Caso Pamela Prati – esclusivo. un manager a oggi: «non c’entro nulla, ma mi hanno fatto passare per Mark Caltagirone»

Quando Pamela Prati, durante la puntata di Verissimo di sabato 11 maggio, ha mostrato a Silvia Toffanin, sul telefonino, la foto del presunto Mark Caltagirone, la conduttrice ha detto: «Per me questo potrebbe essere anche il cugino della tua agente». La verità è un’altra: è una persona che non c’entra assolutamente nulla, e che nulla sapeva fino a quando OGGI non ha recuperato quella foto e l’ha contattato. Si chiama Marco Di Carlo e fa il manager nel mondo dello spettacolo.

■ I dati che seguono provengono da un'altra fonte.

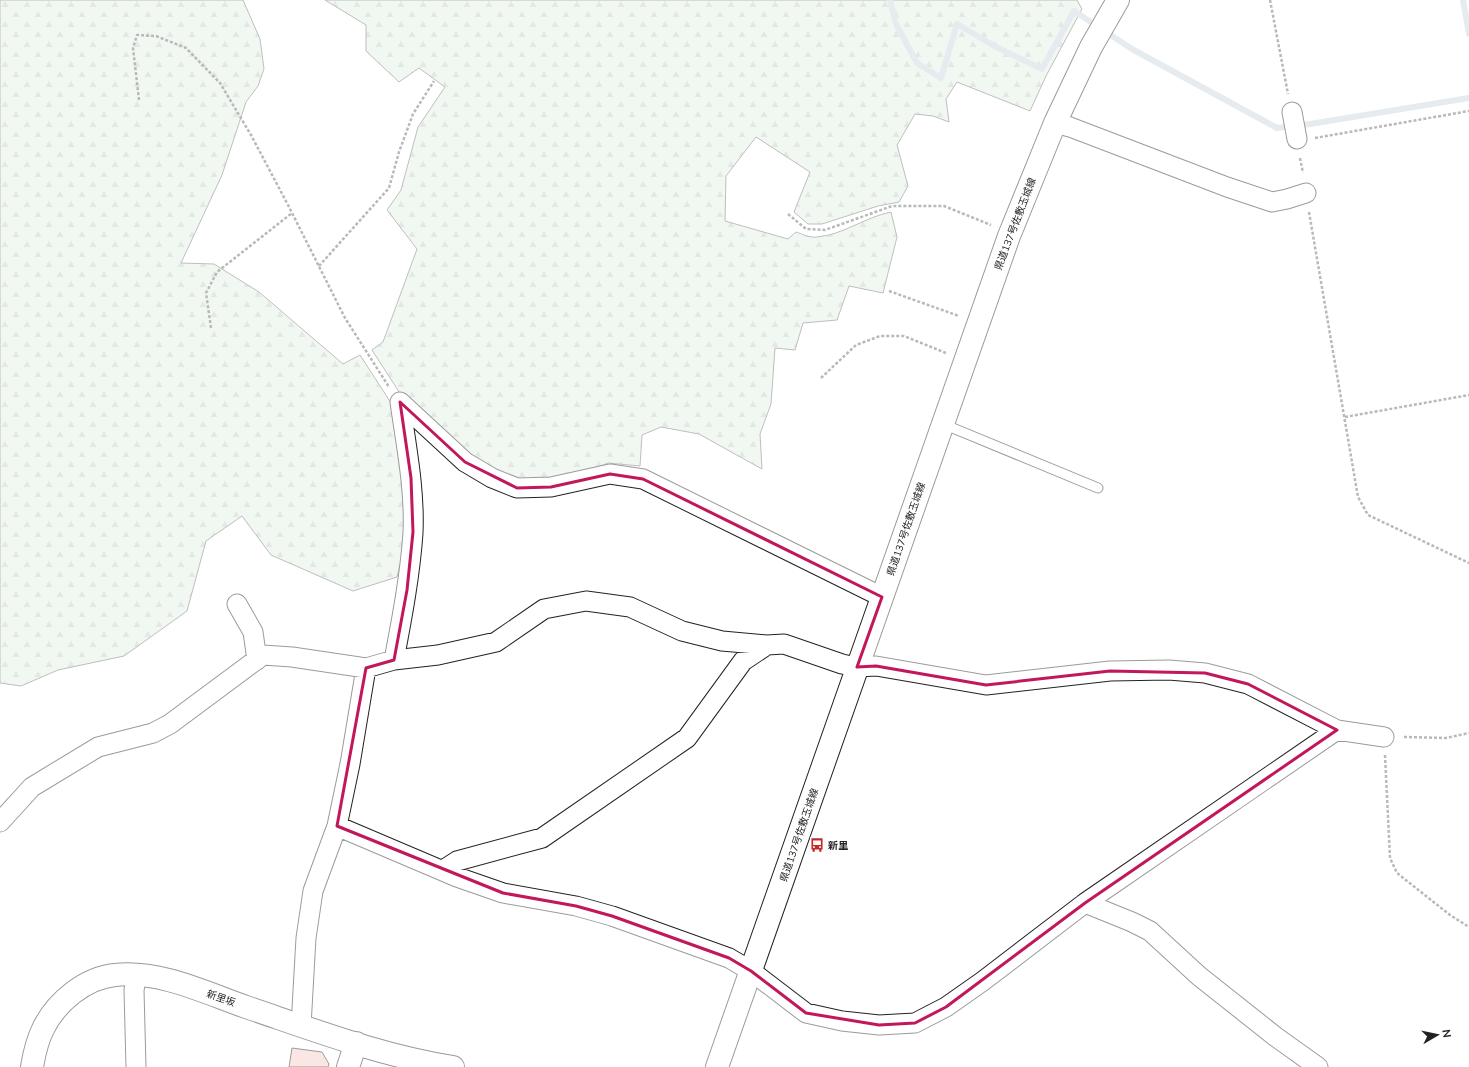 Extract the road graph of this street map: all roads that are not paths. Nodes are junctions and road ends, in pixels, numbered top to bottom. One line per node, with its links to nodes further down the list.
1 (1113, 8): 3 (main road, 県道137号佐敷玉城線)
2 (1292, 112): 4 (street)
3 (1055, 123): 5 (street); 6 (main road, 県道137号佐敷玉城線)
4 (1297, 140)
5 (1306, 193)
6 (943, 424): 7 (lane); 8 (main road, 県道137号佐敷玉城線)
7 (1098, 488)
8 (882, 597): 12 (street); 13 (main road, 県道137号佐敷玉城線)
9 (237, 604): 11 (street)
10 (767, 645): 12 (street); 13 (street); 19 (street)
11 (256, 660): 14 (street); 17 (street)
12 (394, 660): 14 (street)
13 (857, 667): 15 (street); 21 (main road, 県道137号佐敷玉城線)
14 (366, 668): 18 (street)
15 (1337, 730): 16 (street); 20 (street)
16 (1384, 737)
17 (0, 822)
18 (337, 826): 19 (street); 23 (street)
19 (443, 870): 21 (street)
20 (1085, 903): 21 (street); 30 (street)
21 (751, 971): 29 (main road, 県道137号佐敷玉城線)
22 (136, 974): 23 (main road, 新里坂); 25 (main road, 新里坂); 26 (street)
23 (301, 1026): 24 (main road, 新里坂)
24 (356, 1043): 27 (main road); 28 (main road, 新里坂)
25 (32, 1067)
26 (136, 1067)
27 (348, 1067)
28 (453, 1067)
29 (717, 1067)
30 (1318, 1067) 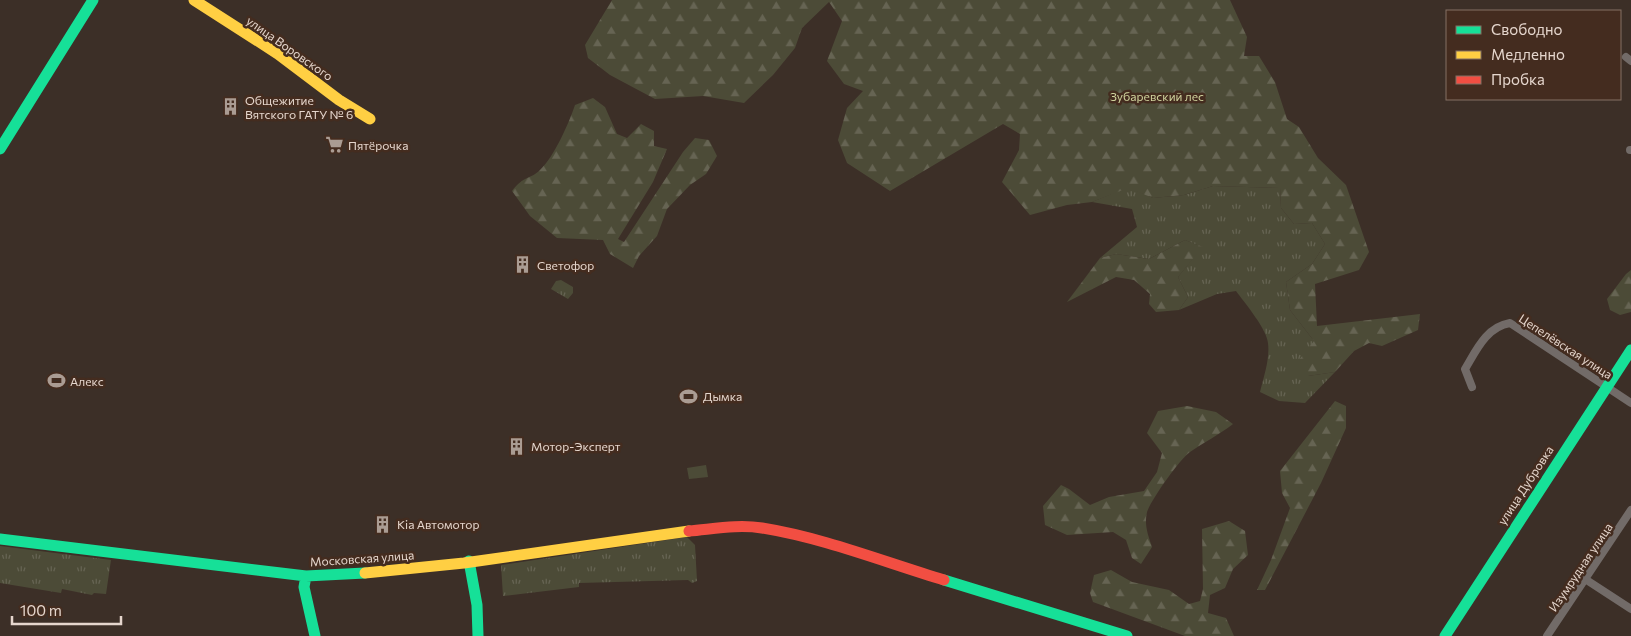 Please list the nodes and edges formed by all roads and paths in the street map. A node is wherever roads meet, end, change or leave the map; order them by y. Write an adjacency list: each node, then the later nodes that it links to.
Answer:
1 (92, 0): 4 (main road)
2 (194, 0): 3 (main road, улица Воровского)
3 (370, 119)
4 (0, 150)
5 (1631, 350): 6 (main road, улица Дубровка)
6 (1607, 386): 7 (street, Цепелёвская улица); 8 (street, Цепелёвская улица); 18 (main road, улица Дубровка)
7 (1472, 387)
8 (1631, 403)
9 (1631, 510): 13 (street, Изумрудная улица)
10 (0, 540): 12 (main road, Московская улица)
11 (469, 561): 12 (main road, Московская улица); 16 (main road); 17 (main road, Московская улица)
12 (306, 576): 15 (main road)
13 (1585, 579): 14 (street); 19 (street, Изумрудная улица)
14 (1631, 609)
15 (315, 636)
16 (478, 636)
17 (1127, 636)
18 (1445, 636)
19 (1547, 636)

Ecco cosa ci ha riferito: «Ho appreso da voi che la mia fotografia è stata carpita e utilizzata per accostarmi alla signora Pamela Prati in relazione alla vicenda del matrimonio con tale Mark Caltagirone. Atteso che questa immagine che mi raffigura anche insieme con una delle mie figlie è stata utilizzata senza la mia autorizzazione, non so neanche in che modo appresa dai soggetti che l’hanno usata, ho già dato mandato al mio legale, Avv. Roberto Pugnaghi di Milano, per le più opportune azioni legali a mia tutela. Autorizzo in tal senso a riportare le mie parole e la mia fotografia col mio reale nominativo».
La fotografia sarà pubblicata sul numero di OGGI in edicola da giovedì.

ESCLUSIVO, ELIANA MICHELAZZO A «OGGI»: «MARK CALTAGIRONE NON ESISTE. SONO STATA RAGGIRATA ANCHE DA PAMELA PRATI»

«Mark Caltagirone, Marck, Marco… Non esiste se non nella fantasia di qualcuno: io ho mentito quando ho detto di averlo incontrato. Quello che ho visto una sola volta di persona, e poi altre volte in video o in foto, non è l’uomo di cui si parla. Quello che la Prati avrebbe dovuto sposare. Lo confesso e chiedo di essere aiutata da un medico perché sono fuori di me e la mia vita è andata in pezzi. Ho realizzato di essere una vittima io per prima e sto vivendo un incubo. Capisco che a questo punto sia impossibile credermi, ma è tutto vero. Io sono stata raggirata. Anche e soprattutto dalla Prati». Sono parole di Eliana Michelazzo, l’ormai ex agente di Pamela Prati, confidate a OGGI in una lunga intervista la cui versione integrale sarà in edicola da giovedì.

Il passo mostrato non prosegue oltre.